Filtering nested objects

Hi, I'm trying to build a system that will have a user's phone book in nested field and this will have user_id and user_gender. I am trying to filter over gender in search result but i'm only getting the whole nested object in response of my query.
I'm wondering if there exists any mechanism that allows you to filter the array of nested objects and output specific fields
I'm using Elasticsearch 7.16
Below is the sample data for one user

"_source" : {
          "user_id" : 1,
          "user_gender" : 1,
          "user_location" : {
            "lat" : 33.765,
            "lon" : 74.444
          },
          "phone_book" : [
            {
              "user_id" : 2,
              "user_gender" : 1,
              "user_location" : {
                "lat" : 33.665,
                "lon" : 74.444
              }
            },
            {
              "user_id" : 3,
              "user_gender" : 0,
              "user_location" : {
                "lat" : 33.755,
                "lon" : 74.444
              }
            },
            {
              "user_id" : 4,
              "user_gender" : 0,
              "user_location" : {
                "lat" : 33.755,
                "lon" : 74.444
              }
            },
            {
              "user_id" : 5,
              "user_gender" : 1,
              "user_location" : {
                "lat" : 33.755,
                "lon" : 74.434
              }
            },
            {
              "user_id" : 6,
              "user_gender" : 0,
              "user_location" : {
                "lat" : 33.655,
                "lon" : 74.414
              }
            }
          ],
          "user_relations" : {
            "name" : "user"
          }
        }
1 Like

Did you find a solution to your problem? I have a similar issue, and am curious to hear if and how you managed to solve it?

Hi Michael,
No i did not found any solution to filter over nested data type. I guess Elasticsearch doesn't support this thing as it return us the whole document or specific fields that we mention in the _source list. As nested type is a single field and all of the objects inside it are associated with that particular document and when we require this field in the resulting document it get all of the nested objects present in it.

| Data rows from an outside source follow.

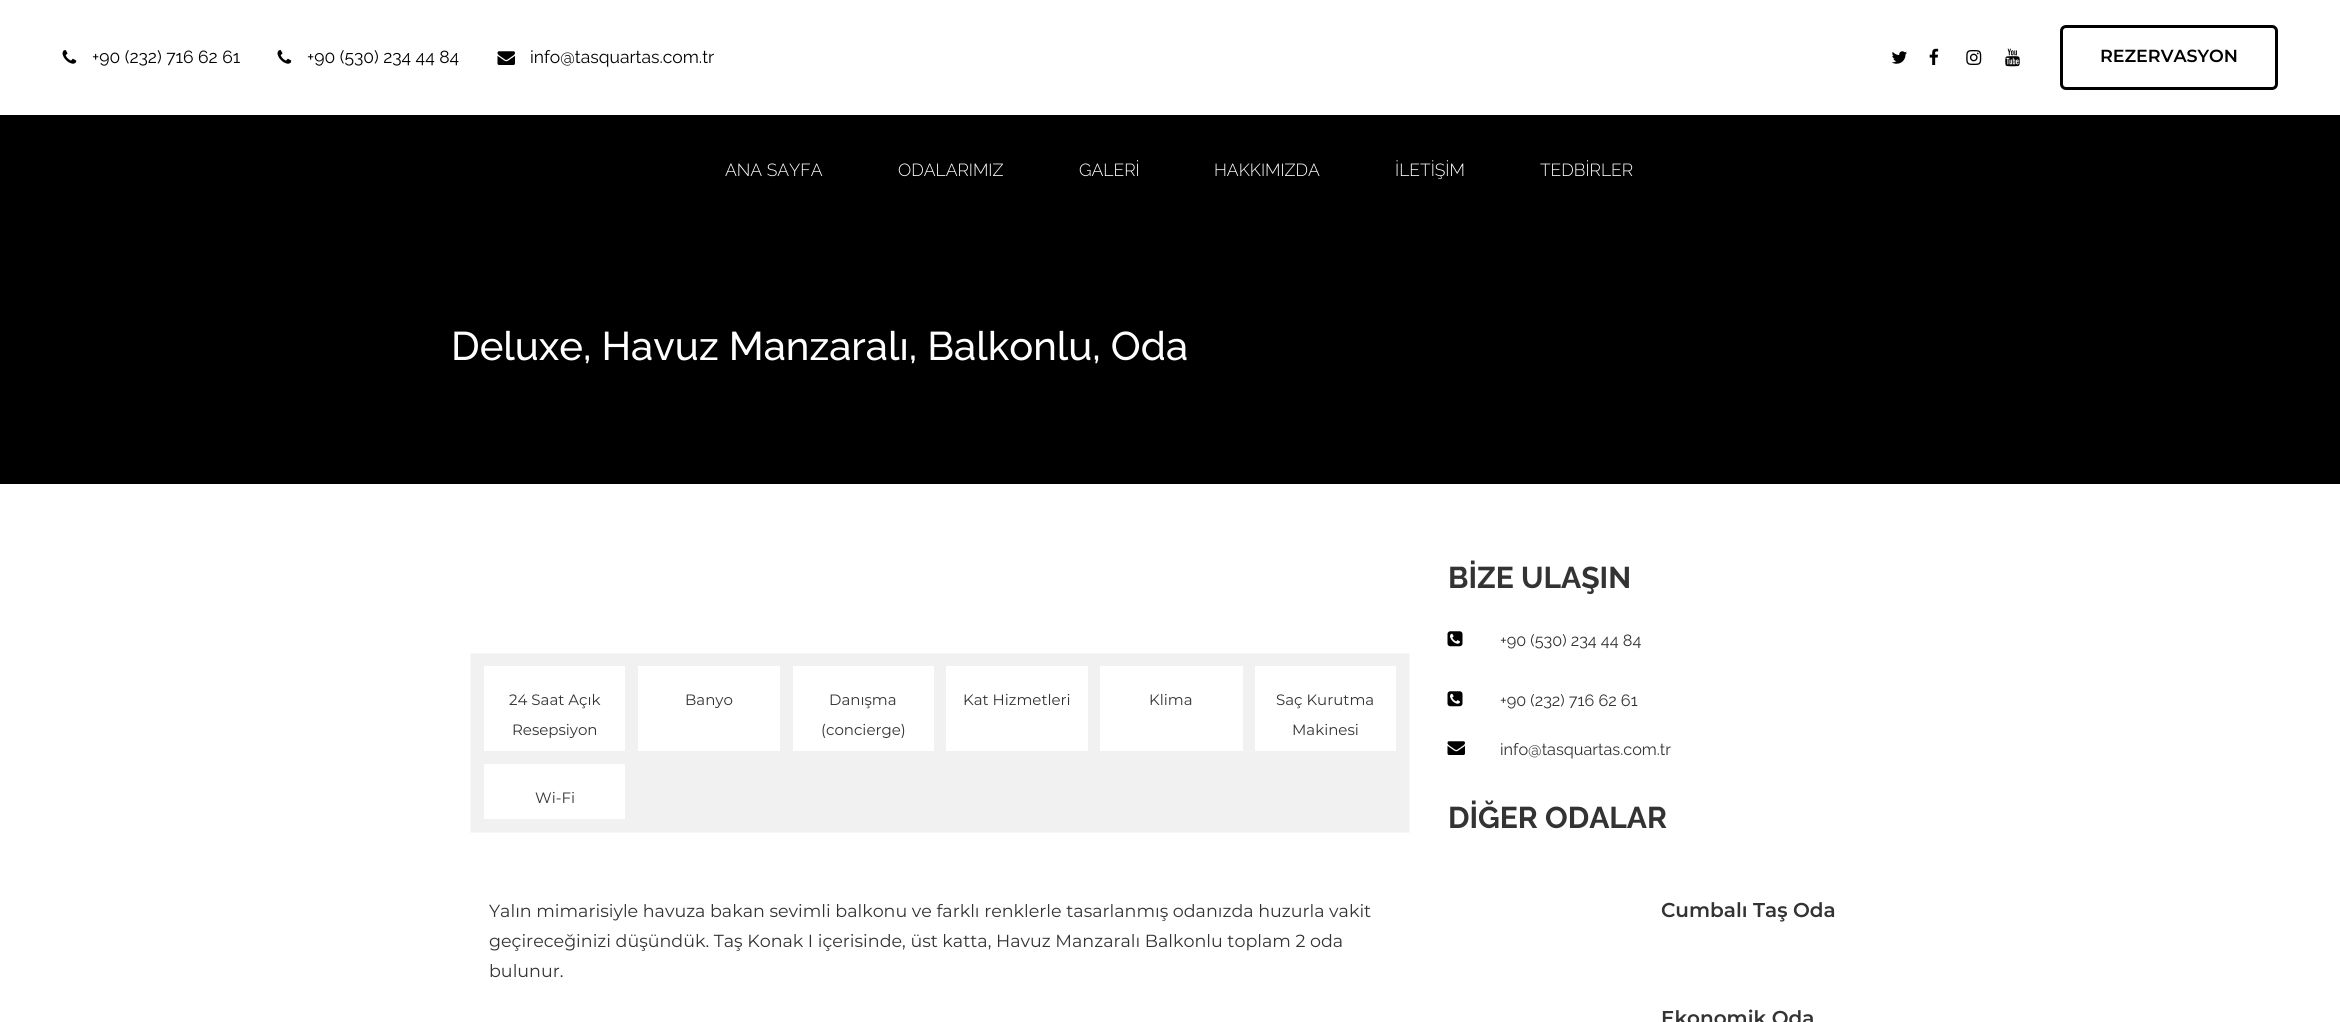 import math
import cairo



def rounded_rect(context, x, y, w, h, r):
    context.new_sub_path()
    for i, (u, v) in enumerate([(x + w - r, y + h - r), (x + r, y + h - r), (x + r, y + r), (x + w - r, y + r)]):
        context.arc(u, v, r, i * math.pi / 2, (i + 1) * math.pi / 2)
    context.close_path()


def draw_image(context, path, x, y, w, h):
    context.save()
    context.set_source_surface(cairo.ImageSurface.create_from_png(path), x, y)
    context.rectangle(x, y, w, h)
    context.fill()
    context.restore()


def draw(context):
    context.set_source_rgb(1, 1, 1)
    context.paint()
    draw_image(context, "images/1.png", 62, 50, 15, 14)
    draw_image(context, "images/1.png", 277, 50, 15, 14)
    draw_image(context, "images/2.png", 497, 51, 18, 14)
    draw_image(context, "images/3.png", 1891, 51, 16, 13)
    draw_image(context, "images/4.png", 1929, 48, 10, 17)
    draw_image(context, "images/5.png", 1966, 50, 16, 15)
    draw_image(context, "images/6.png", 2005, 48, 15, 19)
    rounded_rect(context, 2061.5, 26.5, 215, 62, 4.5)
    context.set_source_rgb(0, 0, 0)
    context.set_line_width(3)
    context.stroke()
    context.rectangle(0, 115, 2340, 369)
    context.fill()
    context.set_source_rgb(241 / 255, 241 / 255, 241 / 255)
    context.rectangle(470.5, 653.5, 939, 179)
    context.fill_preserve()
    context.set_source_rgb(247 / 255, 247 / 255, 247 / 255)
    context.set_line_width(1)
    context.stroke()
    context.set_source_rgb(1, 1, 1)
    context.rectangle(484, 666, 141, 85)
    context.fill()
    context.rectangle(638, 666, 142, 85)
    context.fill()
    context.rectangle(793, 666, 141, 85)
    context.fill()
    context.rectangle(946, 666, 142, 85)
    context.fill()
    context.rectangle(1100, 666, 143, 85)
    context.fill()
    context.rectangle(1255, 666, 141, 85)
    context.fill()
    context.rectangle(484, 764, 141, 55)
    context.fill()
    draw_image(context, "images/7.png", 1447, 631, 16, 16)
    draw_image(context, "images/7.png", 1447, 691, 16, 16)
    draw_image(context, "images/8.png", 1447, 741, 18, 14)
    context.select_font_face("Raleway")
    context.set_font_size(17.5)
    context.set_source_rgb(0, 0, 0)
    context.move_to(92, 63)
    context.show_text("+90 (232) 716 62 61")
    context.move_to(307, 63)
    context.show_text("+90 (530) 234 44 84")
    context.move_to(530, 63)
    context.show_text("info@tasquartas.com.tr")
    context.select_font_face("Montserrat SemiBold")
    context.move_to(2100, 62)
    context.show_text("REZERVASYON")
    context.select_font_face("Raleway Light")
    context.set_source_rgb(1, 1, 1)
    context.move_to(725, 176)
    context.show_text("ANA SAYFA")
    context.move_to(898, 176)
    context.show_text("ODALARIMIZ")
    context.move_to(1079, 176)
    context.show_text("GALERİ")
    context.move_to(1214, 176)
    context.show_text("HAKKIMIZDA")
    context.move_to(1395, 176)
    context.show_text("İLETİŞİM")
    context.move_to(1540, 176)
    context.show_text("TEDBİRLER")
    context.select_font_face("Raleway Medium")
    context.set_font_size(40)
    context.move_to(451, 360)
    context.show_text("Deluxe, Havuz Manzaralı, Balkonlu, Oda")
    context.select_font_face("Montserrat")
    context.set_font_size(15)
    context.set_source_rgb(51 / 255, 51 / 255, 51 / 255)
    context.move_to(509, 705)
    context.show_text("24 Saat Açık")
    context.move_to(512, 735)
    context.show_text("Resepsiyon")
    context.move_to(685, 705)
    context.show_text("Banyo")
    context.move_to(829, 705)
    context.show_text("Danışma")
    context.move_to(821, 735)
    context.show_text("(concierge)")
    context.move_to(963, 705)
    context.show_text("Kat Hizmetleri")
    context.move_to(1149, 705)
    context.show_text("Klima")
    context.move_to(1276, 705)
    context.show_text("Saç Kurutma")
    context.move_to(1292, 735)
    context.show_text("Makinesi")
    context.move_to(535, 803)
    context.show_text("Wi-Fi")
    context.set_font_size(17.5)
    context.move_to(489, 917)
    context.show_text("Yalın mimarisiyle havuza bakan sevimli balkonu ve farklı renklerle tasarlanmış odanızda huzurla vakit")
    context.move_to(489, 947)
    context.show_text("geçireceğinizi düşündük. Taş Konak I içerisinde, üst katta, Havuz Manzaralı Balkonlu toplam 2 oda")
    context.move_to(489, 977)
    context.show_text("bulunur.")
    context.select_font_face("Raleway", cairo.FontSlant.NORMAL, cairo.FontWeight.BOLD)
    context.set_font_size(30)
    context.move_to(1448, 588)
    context.show_text("BİZE ULAŞIN")
    context.select_font_face("Raleway")
    context.set_font_size(16.25)
    context.move_to(1500, 646)
    context.show_text("+90 (530) 234 44 84")
    context.move_to(1500, 706)
    context.show_text("+90 (232) 716 62 61")
    context.move_to(1500, 755)
    context.show_text("info@tasquartas.com.tr")
    context.select_font_face("Raleway", cairo.FontSlant.NORMAL, cairo.FontWeight.BOLD)
    context.set_font_size(30)
    context.move_to(1448, 828)
    context.show_text("DİĞER ODALAR")
    context.select_font_face("Montserrat SemiBold")
    context.set_font_size(20)
    context.move_to(1661, 917)
    context.show_text("Cumbalı Taş Oda")
    context.move_to(1661, 1025)
    context.show_text("Ekonomik Oda")


surface = cairo.ImageSurface(cairo.Format.RGB24, 2340, 1022)
context = cairo.Context(surface)
options = cairo.FontOptions()
options.set_hint_metrics(cairo.HintMetrics.OFF)
options.set_hint_style(cairo.HintStyle.NONE)
context.set_font_options(options)
context.set_miter_limit(4)
draw(context)
surface.write_to_png("out.png")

what i did was that i changed the mapping of the phone_book from nested to join with reverse relation i.e both when a user will save a contact that is on our platform, the system will index two documents one having the info of that user say B whose contact is just saved by former say A (parent A) and other child document will have information of user A and this will have its parent B. so searching and filtering on child documents will be easy.

you may not need this reverse relation thing.
if you find some way to achieve filtering in nested objects do share with me as well -_- :slight_smile:

Hi @dev_test and @maph

I'm not sure what "output specific fields" mean. Is it "output specific nested object"??
If so, you can filter nested objects by nested query and inner_hits option.

If you mean filtering field of nested objects, you can use _source option for inner_hits.

{
  "query":{
    "nested":{
      "path": "phone_book",
      "query":{
        "term":{
          "phone_book.user_gender":{
            "value": 1
          }
        }
      },
      "inner_hits": {
        "_source":["phone_book.user_id", "phone_book.user_gender"]
      }
    }
  },
  "_source": ["user_id", "user_gender"]
}

Thanks,

Hi @Tomo_M and @dev_test,

Thank you for both of your replies, and also happy new year to you.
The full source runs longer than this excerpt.